Proof. Let us prove (4). Let $a_1, a_2, a_3 \in A$ be nonzerodivisors. Choose $A \subset B$ as in Lemma 42.4.4 for $a_1, a_2, a_3$ . Then the equality

$\partial _ A(a_1a_2, a_3) = \partial _ A(a_1, a_3) \partial _ A(a_2, a_3)$

follows from the equality

$(-1)^{(e_{1, j} + e_{2, j})e_{3, j}} (u_{1, j}u_{2, j})^{e_{3, j}}u_{3, j}^{-e_{1, j} - e_{2, j}} = (-1)^{e_{1, j}e_{3, j}} u_{1, j}^{e_{3, j}}u_{3, j}^{-e_{1, j}} (-1)^{e_{2, j}e_{3, j}} u_{2, j}^{e_{3, j}}u_{3, j}^{-e_{2, j}}$

in $B_ j$ . Properties (5) and (6) are equally immediate.
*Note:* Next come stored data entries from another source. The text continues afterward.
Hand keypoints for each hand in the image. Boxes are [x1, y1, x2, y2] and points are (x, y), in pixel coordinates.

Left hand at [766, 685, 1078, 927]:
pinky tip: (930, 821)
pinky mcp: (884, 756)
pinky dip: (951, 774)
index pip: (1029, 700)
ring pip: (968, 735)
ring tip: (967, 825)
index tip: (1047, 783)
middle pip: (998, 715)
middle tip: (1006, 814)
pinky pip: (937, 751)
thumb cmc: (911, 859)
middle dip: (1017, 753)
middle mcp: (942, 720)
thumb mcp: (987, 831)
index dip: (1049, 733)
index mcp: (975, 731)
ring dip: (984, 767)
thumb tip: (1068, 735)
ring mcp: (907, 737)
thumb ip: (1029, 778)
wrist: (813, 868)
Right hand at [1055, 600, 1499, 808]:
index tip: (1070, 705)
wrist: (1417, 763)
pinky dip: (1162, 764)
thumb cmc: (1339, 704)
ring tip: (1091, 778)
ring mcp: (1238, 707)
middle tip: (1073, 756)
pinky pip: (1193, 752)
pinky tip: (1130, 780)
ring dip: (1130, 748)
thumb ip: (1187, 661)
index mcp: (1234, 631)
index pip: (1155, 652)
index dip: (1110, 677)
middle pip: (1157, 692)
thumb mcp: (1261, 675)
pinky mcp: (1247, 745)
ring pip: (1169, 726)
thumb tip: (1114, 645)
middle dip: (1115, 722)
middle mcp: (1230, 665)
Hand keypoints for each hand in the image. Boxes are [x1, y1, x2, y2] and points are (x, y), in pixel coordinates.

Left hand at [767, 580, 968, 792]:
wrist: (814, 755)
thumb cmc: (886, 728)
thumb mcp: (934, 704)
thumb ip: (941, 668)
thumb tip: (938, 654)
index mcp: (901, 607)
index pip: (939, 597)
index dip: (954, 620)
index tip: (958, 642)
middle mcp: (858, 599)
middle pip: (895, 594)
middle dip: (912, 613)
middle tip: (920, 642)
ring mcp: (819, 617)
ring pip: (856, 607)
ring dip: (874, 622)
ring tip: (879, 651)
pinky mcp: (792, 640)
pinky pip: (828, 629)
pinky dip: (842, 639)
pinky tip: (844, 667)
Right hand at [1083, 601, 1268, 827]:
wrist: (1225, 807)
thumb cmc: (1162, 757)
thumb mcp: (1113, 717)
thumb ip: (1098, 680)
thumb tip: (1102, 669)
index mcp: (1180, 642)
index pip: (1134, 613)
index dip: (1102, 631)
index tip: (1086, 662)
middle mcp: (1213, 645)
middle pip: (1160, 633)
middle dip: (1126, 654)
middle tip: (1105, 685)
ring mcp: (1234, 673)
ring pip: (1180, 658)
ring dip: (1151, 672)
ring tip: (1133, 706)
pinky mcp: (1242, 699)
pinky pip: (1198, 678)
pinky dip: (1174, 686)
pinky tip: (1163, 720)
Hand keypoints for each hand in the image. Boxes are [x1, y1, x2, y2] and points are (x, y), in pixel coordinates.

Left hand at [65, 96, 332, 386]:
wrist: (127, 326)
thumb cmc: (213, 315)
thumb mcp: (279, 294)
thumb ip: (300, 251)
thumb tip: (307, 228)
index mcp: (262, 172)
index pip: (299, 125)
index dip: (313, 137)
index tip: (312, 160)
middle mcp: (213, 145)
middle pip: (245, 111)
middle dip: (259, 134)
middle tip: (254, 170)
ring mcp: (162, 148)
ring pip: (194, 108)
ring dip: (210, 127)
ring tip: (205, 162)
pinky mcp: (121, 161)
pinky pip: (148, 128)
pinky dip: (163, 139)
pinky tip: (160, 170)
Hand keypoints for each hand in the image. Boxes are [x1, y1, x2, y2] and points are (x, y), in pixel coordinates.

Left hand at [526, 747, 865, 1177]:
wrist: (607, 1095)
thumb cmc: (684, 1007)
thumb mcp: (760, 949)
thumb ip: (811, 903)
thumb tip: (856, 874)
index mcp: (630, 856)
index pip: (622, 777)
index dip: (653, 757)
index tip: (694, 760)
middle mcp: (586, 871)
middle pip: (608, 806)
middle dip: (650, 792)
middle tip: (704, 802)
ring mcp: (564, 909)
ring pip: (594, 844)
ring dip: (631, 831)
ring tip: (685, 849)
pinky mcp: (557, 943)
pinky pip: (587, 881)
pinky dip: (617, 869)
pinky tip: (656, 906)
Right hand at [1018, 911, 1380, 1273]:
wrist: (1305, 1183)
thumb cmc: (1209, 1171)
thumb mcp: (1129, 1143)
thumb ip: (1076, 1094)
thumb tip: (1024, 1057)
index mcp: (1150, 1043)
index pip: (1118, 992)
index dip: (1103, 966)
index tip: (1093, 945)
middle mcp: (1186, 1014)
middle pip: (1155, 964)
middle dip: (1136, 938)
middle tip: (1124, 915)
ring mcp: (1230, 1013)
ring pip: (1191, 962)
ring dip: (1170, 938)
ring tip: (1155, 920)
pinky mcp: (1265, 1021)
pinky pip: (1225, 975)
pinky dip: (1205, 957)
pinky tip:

Let us prove (7). Let $a_1, a_2, a_1 - a_2 \in A$ be nonzerodivisors and set $a_3 = a_1 - a_2$ . Choose $A \subset B$ as in Lemma 42.4.4 for $a_1, a_2, a_3$ . Then it suffices to show

$(-1)^{e_{1, j}e_{2, j} + e_{1, j}e_{3, j} + e_{2, j}e_{3, j} + e_{2, j}} u_{1, j}^{e_{2, j} - e_{3, j}} u_{2, j}^{e_{3, j} - e_{1, j}} u_{3, j}^{e_{1, j} - e_{2, j}} \bmod \mathfrak m_ j = 1$

This is clear if $e_{1, j} = e_{2, j} = e_{3, j}$ . Say $e_{1, j} > e_{2, j}$ . Then we see that $e_{3, j} = e_{2, j}$ because $a_3 = a_1 - a_2$ and we see that $u_{3, j}$ has the same residue class as $-u_{2, j}$ . Hence the formula is true – the signs work out as well and this verification is the reason for the choice of signs in (42.5.0.1). The other cases are handled in exactly the same manner. $\square$

Lemma 42.5.3. Let $(A, \mathfrak m)$ be a Noetherian local ring of dimension $1$ . Let $A \subset B$ be a finite ring extension with $B/A$ annihilated by a power of $\mathfrak m$ and $\mathfrak m$ not an associated prime of $B$ . For $a, b \in A$ nonzerodivisors we have

$\partial _ A(a, b) = \prod \text{Norm}_{\kappa (\mathfrak m_ j)/\kappa (\mathfrak m)}(\partial _{B_ j}(a, b))$

where the product is over the maximal ideals $\mathfrak m_ j$ of $B$ and $B_ j = B_{\mathfrak m_ j}$ .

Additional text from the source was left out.